§ SOURCE MATERIAL:
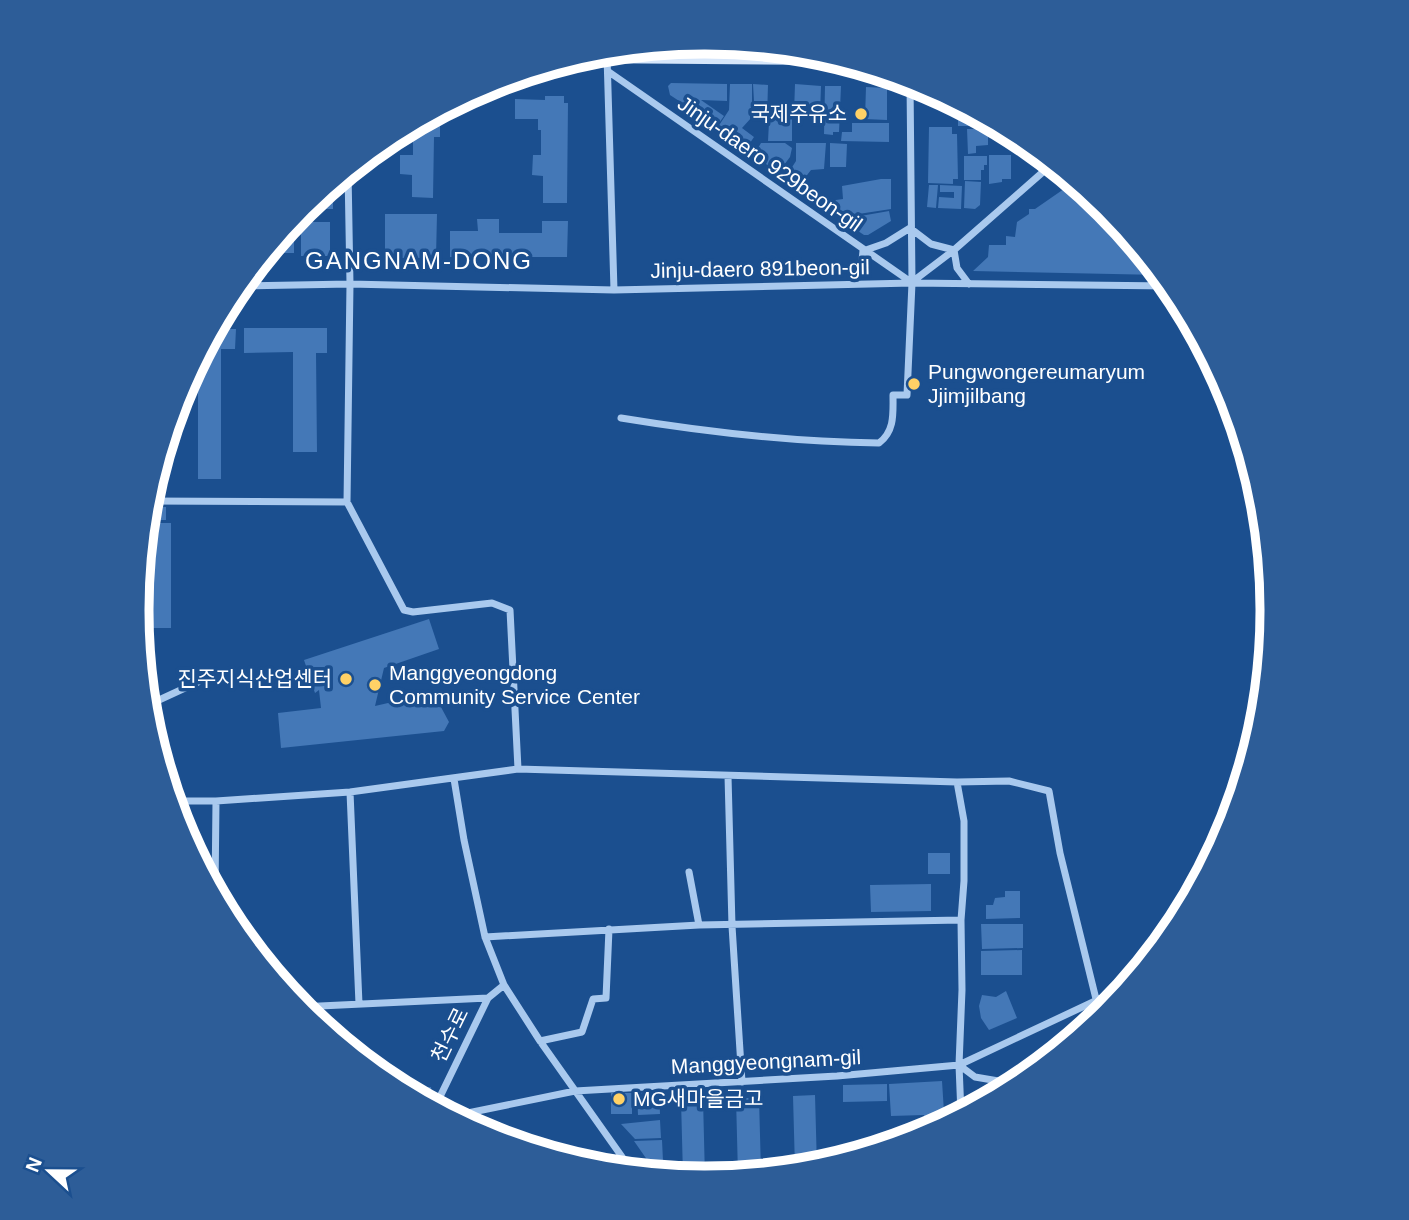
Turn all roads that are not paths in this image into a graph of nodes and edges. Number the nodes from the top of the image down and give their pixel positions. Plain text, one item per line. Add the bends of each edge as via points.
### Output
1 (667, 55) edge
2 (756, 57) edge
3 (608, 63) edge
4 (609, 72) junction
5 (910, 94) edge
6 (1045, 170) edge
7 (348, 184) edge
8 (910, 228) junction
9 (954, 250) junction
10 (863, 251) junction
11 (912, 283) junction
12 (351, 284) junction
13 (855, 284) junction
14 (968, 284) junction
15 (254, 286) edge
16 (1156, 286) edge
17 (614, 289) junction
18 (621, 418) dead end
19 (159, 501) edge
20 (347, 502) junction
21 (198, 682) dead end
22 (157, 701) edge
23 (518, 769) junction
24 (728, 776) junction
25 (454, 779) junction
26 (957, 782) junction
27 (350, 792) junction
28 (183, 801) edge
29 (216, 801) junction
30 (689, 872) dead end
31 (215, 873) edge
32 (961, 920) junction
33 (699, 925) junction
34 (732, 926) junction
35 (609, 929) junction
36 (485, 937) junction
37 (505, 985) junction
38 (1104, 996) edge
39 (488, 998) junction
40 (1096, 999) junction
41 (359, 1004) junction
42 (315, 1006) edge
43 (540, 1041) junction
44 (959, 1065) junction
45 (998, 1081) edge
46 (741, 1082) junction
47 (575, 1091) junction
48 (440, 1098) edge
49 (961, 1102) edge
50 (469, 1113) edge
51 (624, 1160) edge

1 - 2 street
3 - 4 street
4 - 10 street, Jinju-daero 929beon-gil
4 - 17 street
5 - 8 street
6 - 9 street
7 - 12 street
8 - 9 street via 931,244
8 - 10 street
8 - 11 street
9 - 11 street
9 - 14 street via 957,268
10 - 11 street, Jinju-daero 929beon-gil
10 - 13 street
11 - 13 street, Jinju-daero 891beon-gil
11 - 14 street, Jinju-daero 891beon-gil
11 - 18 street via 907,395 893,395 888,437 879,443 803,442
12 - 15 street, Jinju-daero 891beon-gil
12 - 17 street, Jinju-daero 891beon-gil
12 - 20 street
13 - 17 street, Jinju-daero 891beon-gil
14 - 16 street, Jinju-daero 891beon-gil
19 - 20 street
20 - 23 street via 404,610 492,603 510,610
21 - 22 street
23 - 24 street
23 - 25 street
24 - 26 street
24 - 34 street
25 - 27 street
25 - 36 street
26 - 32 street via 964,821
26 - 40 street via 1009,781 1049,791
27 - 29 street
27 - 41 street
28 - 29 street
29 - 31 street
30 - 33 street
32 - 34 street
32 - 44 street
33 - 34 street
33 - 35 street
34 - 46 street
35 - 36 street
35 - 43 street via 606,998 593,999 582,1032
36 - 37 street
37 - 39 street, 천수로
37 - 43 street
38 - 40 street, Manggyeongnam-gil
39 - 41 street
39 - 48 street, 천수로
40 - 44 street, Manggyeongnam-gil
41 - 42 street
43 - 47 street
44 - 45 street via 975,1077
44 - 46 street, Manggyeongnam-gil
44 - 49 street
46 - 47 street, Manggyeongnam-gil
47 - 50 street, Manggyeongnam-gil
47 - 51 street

§ WHAT TO PRODUCE:
Retype each entry precisely. Skip images entirely.

§ TASK RESULT:
Turn all roads that are not paths in this image into a graph of nodes and edges. Number the nodes from the top of the image down and give their pixel positions. Plain text, one item per line. Add the bends of each edge as via points.
### Output
1 (667, 55) edge
2 (756, 57) edge
3 (608, 63) edge
4 (609, 72) junction
5 (910, 94) edge
6 (1045, 170) edge
7 (348, 184) edge
8 (910, 228) junction
9 (954, 250) junction
10 (863, 251) junction
11 (912, 283) junction
12 (351, 284) junction
13 (855, 284) junction
14 (968, 284) junction
15 (254, 286) edge
16 (1156, 286) edge
17 (614, 289) junction
18 (621, 418) dead end
19 (159, 501) edge
20 (347, 502) junction
21 (198, 682) dead end
22 (157, 701) edge
23 (518, 769) junction
24 (728, 776) junction
25 (454, 779) junction
26 (957, 782) junction
27 (350, 792) junction
28 (183, 801) edge
29 (216, 801) junction
30 (689, 872) dead end
31 (215, 873) edge
32 (961, 920) junction
33 (699, 925) junction
34 (732, 926) junction
35 (609, 929) junction
36 (485, 937) junction
37 (505, 985) junction
38 (1104, 996) edge
39 (488, 998) junction
40 (1096, 999) junction
41 (359, 1004) junction
42 (315, 1006) edge
43 (540, 1041) junction
44 (959, 1065) junction
45 (998, 1081) edge
46 (741, 1082) junction
47 (575, 1091) junction
48 (440, 1098) edge
49 (961, 1102) edge
50 (469, 1113) edge
51 (624, 1160) edge

1 - 2 street
3 - 4 street
4 - 10 street, Jinju-daero 929beon-gil
4 - 17 street
5 - 8 street
6 - 9 street
7 - 12 street
8 - 9 street via 931,244
8 - 10 street
8 - 11 street
9 - 11 street
9 - 14 street via 957,268
10 - 11 street, Jinju-daero 929beon-gil
10 - 13 street
11 - 13 street, Jinju-daero 891beon-gil
11 - 14 street, Jinju-daero 891beon-gil
11 - 18 street via 907,395 893,395 888,437 879,443 803,442
12 - 15 street, Jinju-daero 891beon-gil
12 - 17 street, Jinju-daero 891beon-gil
12 - 20 street
13 - 17 street, Jinju-daero 891beon-gil
14 - 16 street, Jinju-daero 891beon-gil
19 - 20 street
20 - 23 street via 404,610 492,603 510,610
21 - 22 street
23 - 24 street
23 - 25 street
24 - 26 street
24 - 34 street
25 - 27 street
25 - 36 street
26 - 32 street via 964,821
26 - 40 street via 1009,781 1049,791
27 - 29 street
27 - 41 street
28 - 29 street
29 - 31 street
30 - 33 street
32 - 34 street
32 - 44 street
33 - 34 street
33 - 35 street
34 - 46 street
35 - 36 street
35 - 43 street via 606,998 593,999 582,1032
36 - 37 street
37 - 39 street, 천수로
37 - 43 street
38 - 40 street, Manggyeongnam-gil
39 - 41 street
39 - 48 street, 천수로
40 - 44 street, Manggyeongnam-gil
41 - 42 street
43 - 47 street
44 - 45 street via 975,1077
44 - 46 street, Manggyeongnam-gil
44 - 49 street
46 - 47 street, Manggyeongnam-gil
47 - 50 street, Manggyeongnam-gil
47 - 51 street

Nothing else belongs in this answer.